Your task: Omit every image, and transcribe the remaining entries exactly as given.

+++

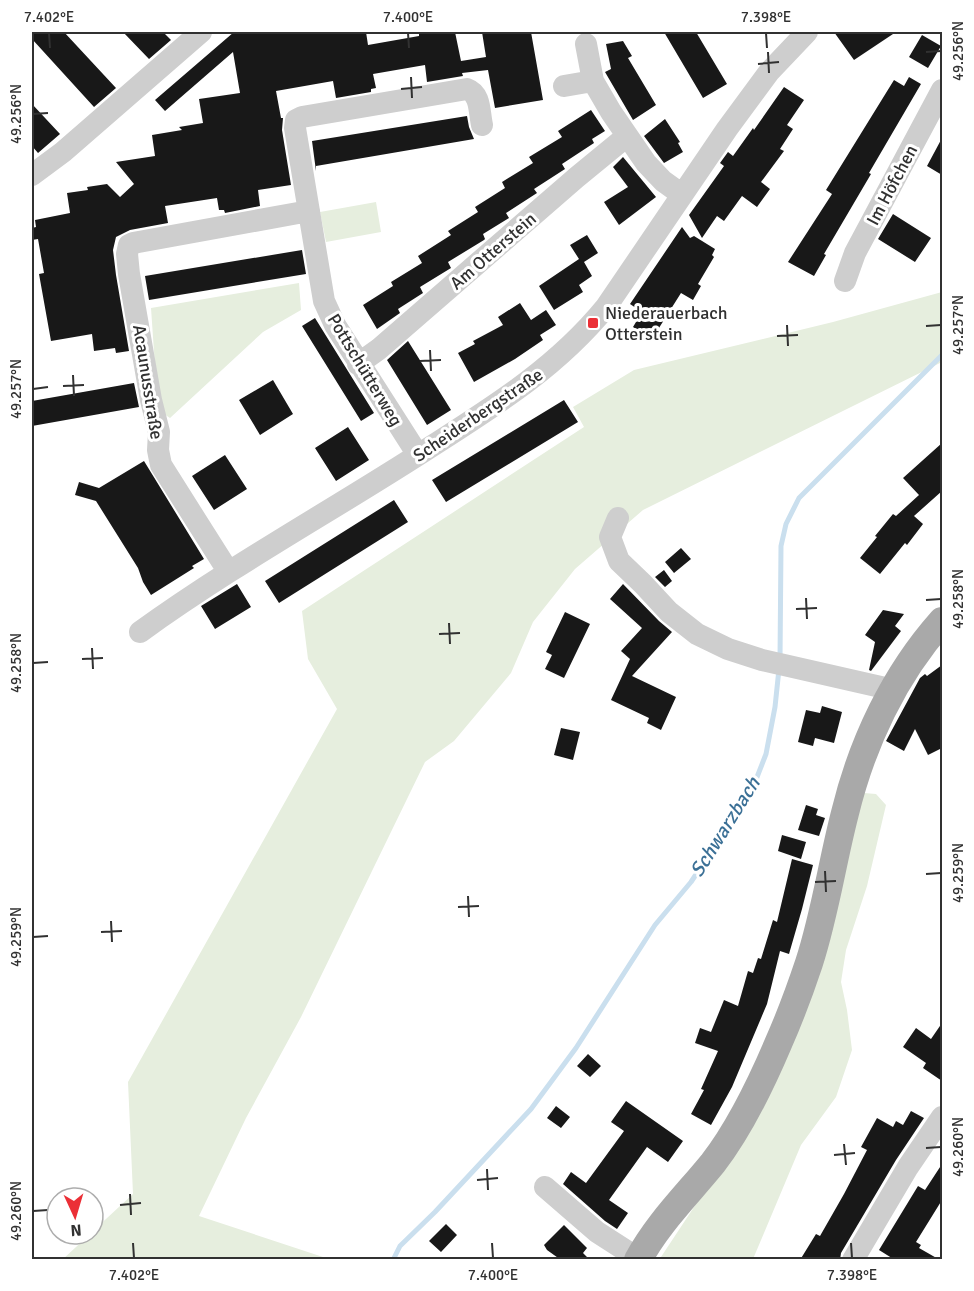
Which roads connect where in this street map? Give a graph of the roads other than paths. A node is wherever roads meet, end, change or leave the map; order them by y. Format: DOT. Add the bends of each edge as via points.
graph roads {
  1 [pos="201,32"];
  2 [pos="807,32"];
  3 [pos="586,44"];
  4 [pos="593,81"];
  5 [pos="564,86"];
  6 [pos="942,90"];
  7 [pos="482,125"];
  8 [pos="627,136"];
  9 [pos="32,176"];
  10 [pos="681,194"];
  11 [pos="309,211"];
  12 [pos="844,281"];
  13 [pos="358,364"];
  14 [pos="418,455"];
  15 [pos="618,518"];
  16 [pos="228,571"];
  17 [pos="942,621"];
  18 [pos="140,632"];
  19 [pos="894,690"];
  20 [pos="942,1117"];
  21 [pos="545,1187"];
  22 [pos="636,1260"];
  23 [pos="853,1260"];
  1 -- 9 [label="street"];
  2 -- 10 [label="street, Scheiderbergstraße" via="769,72"];
  3 -- 4 [label="street"];
  4 -- 5 [label="street"];
  4 -- 8 [label="street"];
  6 -- 12 [label="street, Im Höfchen"];
  7 -- 11 [label="street, Pottschütterweg" via="477,96 467,89 302,117 296,120 295,128"];
  8 -- 10 [label="street" via="646,163"];
  8 -- 13 [label="street, Am Otterstein"];
  10 -- 14 [label="street, Scheiderbergstraße" via="606,307 549,366"];
  11 -- 13 [label="street, Pottschütterweg" via="324,301"];
  11 -- 16 [label="street, Acaunusstraße" via="129,245 129,274 159,432 160,465"];
  13 -- 14 [label="street, Pottschütterweg"];
  14 -- 16 [label="street, Scheiderbergstraße"];
  15 -- 19 [label="street" via="610,537 619,561 669,612 697,634 762,660"];
  16 -- 18 [label="street, Scheiderbergstraße"];
  17 -- 19 [label="main road"];
  19 -- 22 [label="main road" via="879,716 854,780 810,962 778,1044 714,1162 656,1230"];
  20 -- 23 [label="street"];
  21 -- 22 [label="street"];
}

+++

Response box:
Which roads connect where in this street map? Give a graph of the roads other than paths. A node is wherever roads meet, end, change or leave the map; order them by y. Format: DOT. Add the bends of each edge as via points.
graph roads {
  1 [pos="201,32"];
  2 [pos="807,32"];
  3 [pos="586,44"];
  4 [pos="593,81"];
  5 [pos="564,86"];
  6 [pos="942,90"];
  7 [pos="482,125"];
  8 [pos="627,136"];
  9 [pos="32,176"];
  10 [pos="681,194"];
  11 [pos="309,211"];
  12 [pos="844,281"];
  13 [pos="358,364"];
  14 [pos="418,455"];
  15 [pos="618,518"];
  16 [pos="228,571"];
  17 [pos="942,621"];
  18 [pos="140,632"];
  19 [pos="894,690"];
  20 [pos="942,1117"];
  21 [pos="545,1187"];
  22 [pos="636,1260"];
  23 [pos="853,1260"];
  1 -- 9 [label="street"];
  2 -- 10 [label="street, Scheiderbergstraße" via="769,72"];
  3 -- 4 [label="street"];
  4 -- 5 [label="street"];
  4 -- 8 [label="street"];
  6 -- 12 [label="street, Im Höfchen"];
  7 -- 11 [label="street, Pottschütterweg" via="477,96 467,89 302,117 296,120 295,128"];
  8 -- 10 [label="street" via="646,163"];
  8 -- 13 [label="street, Am Otterstein"];
  10 -- 14 [label="street, Scheiderbergstraße" via="606,307 549,366"];
  11 -- 13 [label="street, Pottschütterweg" via="324,301"];
  11 -- 16 [label="street, Acaunusstraße" via="129,245 129,274 159,432 160,465"];
  13 -- 14 [label="street, Pottschütterweg"];
  14 -- 16 [label="street, Scheiderbergstraße"];
  15 -- 19 [label="street" via="610,537 619,561 669,612 697,634 762,660"];
  16 -- 18 [label="street, Scheiderbergstraße"];
  17 -- 19 [label="main road"];
  19 -- 22 [label="main road" via="879,716 854,780 810,962 778,1044 714,1162 656,1230"];
  20 -- 23 [label="street"];
  21 -- 22 [label="street"];
}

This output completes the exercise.